### Directions for this task
Look below for the line holding "cairo_font_options_t *options = cairo_font_options_create();" and the line holding "cairo_set_font_options(cr, options);". Transcribe exactly those lines and all lines between them, nothing more.

[Stored items]
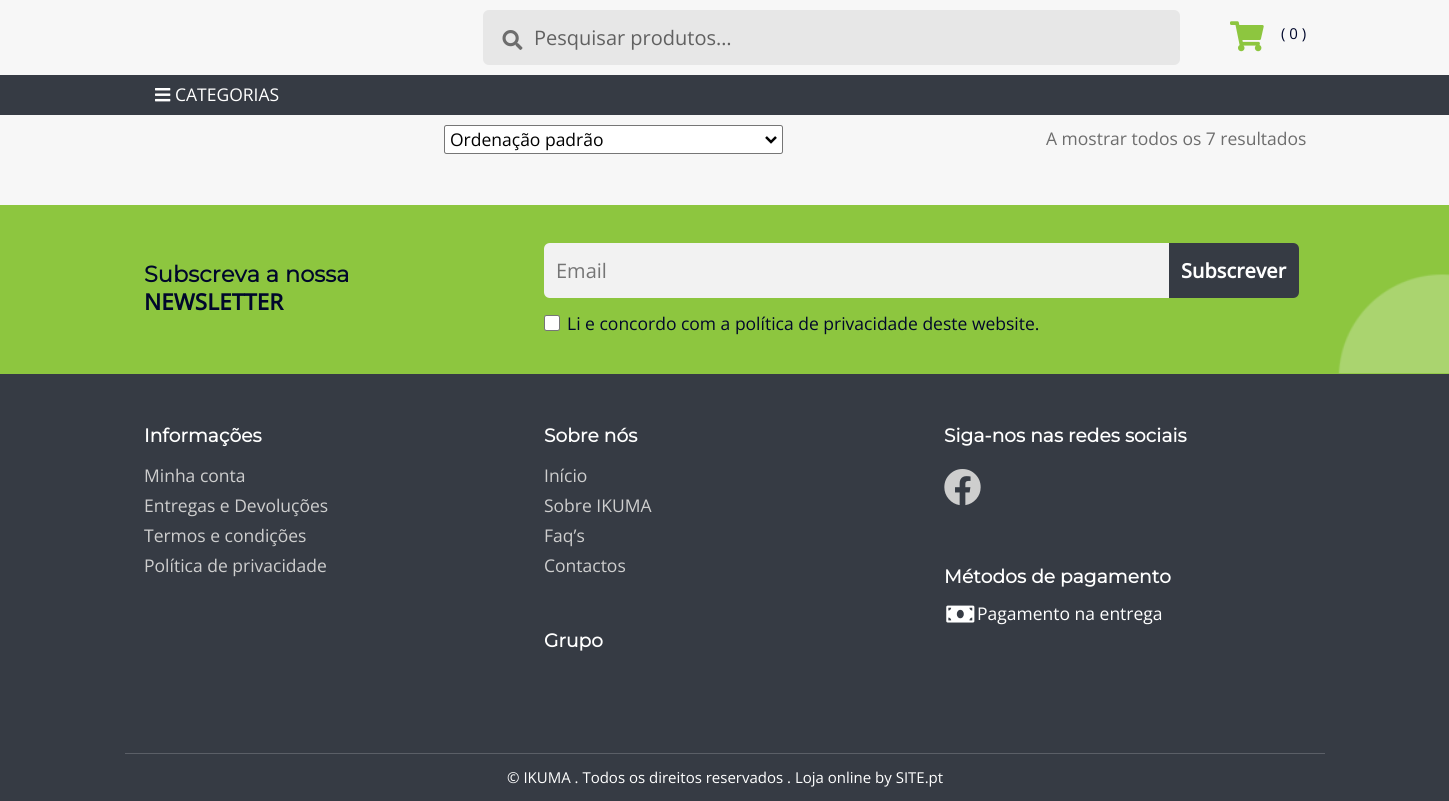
#include <cairo/cairo.h>
#include <math.h>
#include <stddef.h>

static cairo_t *cr;

static void use_color(int r, int g, int b) {
  cairo_set_source_rgb(cr, r / 255.0, g / 255.0, b / 255.0);
}

static void text(double x, double y, const char *s, const char *family, double size, int italic, int bold, int r, int g, int b) {
  cairo_select_font_face(cr, family, italic ? CAIRO_FONT_SLANT_ITALIC : CAIRO_FONT_SLANT_NORMAL,
    bold ? CAIRO_FONT_WEIGHT_BOLD : CAIRO_FONT_WEIGHT_NORMAL);
  cairo_set_font_size(cr, size);
  use_color(r, g, b);
  cairo_move_to(cr, x, y);
  cairo_show_text(cr, s);
}

static void box(double x, double y, double w, double h, int r, int g, int b) {
  use_color(r, g, b);
  cairo_rectangle(cr, x, y, w, h);
  cairo_fill(cr);
}

static void round_rect(double x, double y, double w, double h, double r) {
  cairo_new_sub_path(cr);
  cairo_arc(cr, x + w - r, y + h - r, r, 0, M_PI / 2);
  cairo_arc(cr, x + r, y + h - r, r, M_PI / 2, M_PI);
  cairo_arc(cr, x + r, y + r, r, M_PI, 1.5 * M_PI);
  cairo_arc(cr, x + w - r, y + r, r, 1.5 * M_PI, 2 * M_PI);
  cairo_close_path(cr);
}

static void picture(const char *path, double x, double y, double w, double h) {
  cairo_surface_t *image = cairo_image_surface_create_from_png(path);
  cairo_save(cr);
  cairo_set_source_surface(cr, image, x, y);
  cairo_rectangle(cr, x, y, w, h);
  cairo_fill(cr);
  cairo_restore(cr);
  cairo_surface_destroy(image);
}

static void draw(void) {
  use_color(247, 247, 247);
  cairo_paint(cr);
  use_color(231, 231, 231);
  round_rect(483, 10, 697, 55, 6);
  cairo_fill(cr);
  picture("img_01.png", 502, 30, 21, 20);
  picture("img_02.png", 1230, 21, 34, 31);
  box(0, 75, 1449, 40, 54, 59, 68);
  picture("img_03.png", 155, 88, 16, 14);
  use_color(255, 255, 255);
  round_rect(444.5, 125.5, 338, 28, 2);
  cairo_fill_preserve(cr);
  use_color(118, 118, 118);
  cairo_set_line_width(cr, 1);
  cairo_stroke(cr);
  cairo_new_path(cr);
  cairo_move_to(cr, 766, 137);
  cairo_line_to(cr, 771, 142);
  cairo_line_to(cr, 776, 137);
  use_color(0, 0, 0);
  cairo_set_line_width(cr, 2.5);
  cairo_stroke(cr);
  box(0, 205, 1449, 169, 141, 198, 63);
  picture("img_04.png", 1338, 274, 111, 100);
  use_color(242, 242, 242);
  cairo_new_path(cr);
  cairo_move_to(cr, 550, 243);
  cairo_line_to(cr, 1169, 243);
  cairo_line_to(cr, 1169, 298);
  cairo_line_to(cr, 550, 298);
  cairo_curve_to(cr, 546.5, 298, 544, 295.5, 544, 292);
  cairo_line_to(cr, 544, 249);
  cairo_curve_to(cr, 544, 245.5, 546.5, 243, 550, 243);
  cairo_close_path(cr);
  cairo_fill(cr);
  use_color(54, 59, 68);
  cairo_new_path(cr);
  cairo_move_to(cr, 1169, 243);
  cairo_line_to(cr, 1293, 243);
  cairo_curve_to(cr, 1296.5, 243, 1299, 245.5, 1299, 249);
  cairo_line_to(cr, 1299, 292);
  cairo_curve_to(cr, 1299, 295.5, 1296.5, 298, 1293, 298);
  cairo_line_to(cr, 1169, 298);
  cairo_close_path(cr);
  cairo_fill(cr);
  use_color(255, 255, 255);
  round_rect(544.5, 315.5, 15, 15, 2);
  cairo_fill_preserve(cr);
  use_color(118, 118, 118);
  cairo_set_line_width(cr, 1);
  cairo_stroke(cr);
  box(0, 374, 1449, 427, 54, 59, 68);
  picture("img_05.png", 944, 469, 37, 37);
  picture("img_06.png", 946, 605, 29, 18);
  box(125, 753, 1200, 1, 91, 95, 103);
  text(534, 45, "Pesquisar produtos…", "Open Sans", 20, 0, 0, 97, 97, 97);
  text(1281, 39, "( 0 )", "Open Sans", 15, 0, 0, 0, 7, 43);
  text(175, 101, "CATEGORIAS", "Open Sans", 17.5, 0, 0, 255, 255, 255);
  text(450, 146, "Ordenação padrão", "Open Sans", 17.5, 0, 0, 0, 0, 0);
  text(1046, 145, "A mostrar todos os 7 resultados", "Open Sans", 17.5, 0, 0, 109, 109, 109);
  text(144, 282, "Subscreva a nossa", "Montserrat", 22.5, 0, 1, 0, 7, 43);
  text(144, 310, "NEWSLETTER", "Open Sans", 22.5, 0, 1, 0, 7, 43);
  text(556, 278, "Email", "Open Sans", 20, 0, 0, 117, 117, 117);
  text(1181, 278, "Subscrever", "Open Sans", 20, 0, 1, 255, 255, 255);
  text(567, 330, "Li e concordo com a política de privacidade deste website.", "Open Sans", 17.5, 0, 0, 0, 7, 43);
  text(144, 442, "Informações", "Montserrat", 18.75, 0, 1, 255, 255, 255);
  text(144, 482, "Minha conta", "Open Sans", 17.5, 0, 0, 206, 206, 206);
  text(144, 512, "Entregas e Devoluções", "Open Sans", 17.5, 0, 0, 206, 206, 206);
  text(144, 542, "Termos e condições", "Open Sans", 17.5, 0, 0, 206, 206, 206);
  text(144, 572, "Política de privacidade", "Open Sans", 17.5, 0, 0, 206, 206, 206);
  text(544, 442, "Sobre nós", "Montserrat", 18.75, 0, 1, 255, 255, 255);
  text(544, 482, "Início", "Open Sans", 17.5, 0, 0, 206, 206, 206);
  text(544, 512, "Sobre IKUMA", "Open Sans", 17.5, 0, 0, 206, 206, 206);
  text(544, 542, "Faq’s", "Open Sans", 17.5, 0, 0, 206, 206, 206);
  text(544, 572, "Contactos", "Open Sans", 17.5, 0, 0, 206, 206, 206);
  text(544, 647, "Grupo", "Montserrat", 18.75, 0, 1, 255, 255, 255);
  text(944, 442, "Siga-nos nas redes sociais", "Montserrat", 18.75, 0, 1, 255, 255, 255);
  text(944, 583, "Métodos de pagamento", "Montserrat", 18.75, 0, 1, 255, 255, 255);
  text(977, 620, "Pagamento na entrega", "Open Sans", 17.5, 0, 0, 255, 255, 255);
  text(507, 783, "© IKUMA . Todos os direitos reservados . Loja online by SITE.pt", "Open Sans", 15, 0, 0, 255, 255, 255);
}

int main(void) {
  cairo_surface_t *surface = cairo_image_surface_create(CAIRO_FORMAT_RGB24, 1449, 801);
  cr = cairo_create(surface);
  cairo_font_options_t *options = cairo_font_options_create();
  cairo_font_options_set_hint_metrics(options, CAIRO_HINT_METRICS_OFF);
  cairo_font_options_set_hint_style(options, CAIRO_HINT_STYLE_NONE);
  cairo_set_font_options(cr, options);
  cairo_set_miter_limit(cr, 4);
  draw();
  cairo_surface_write_to_png(surface, "out.png");
  cairo_font_options_destroy(options);
  cairo_destroy(cr);
  cairo_surface_destroy(surface);
  return 0;
}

### Answer below
  cairo_font_options_t *options = cairo_font_options_create();
  cairo_font_options_set_hint_metrics(options, CAIRO_HINT_METRICS_OFF);
  cairo_font_options_set_hint_style(options, CAIRO_HINT_STYLE_NONE);
  cairo_set_font_options(cr, options);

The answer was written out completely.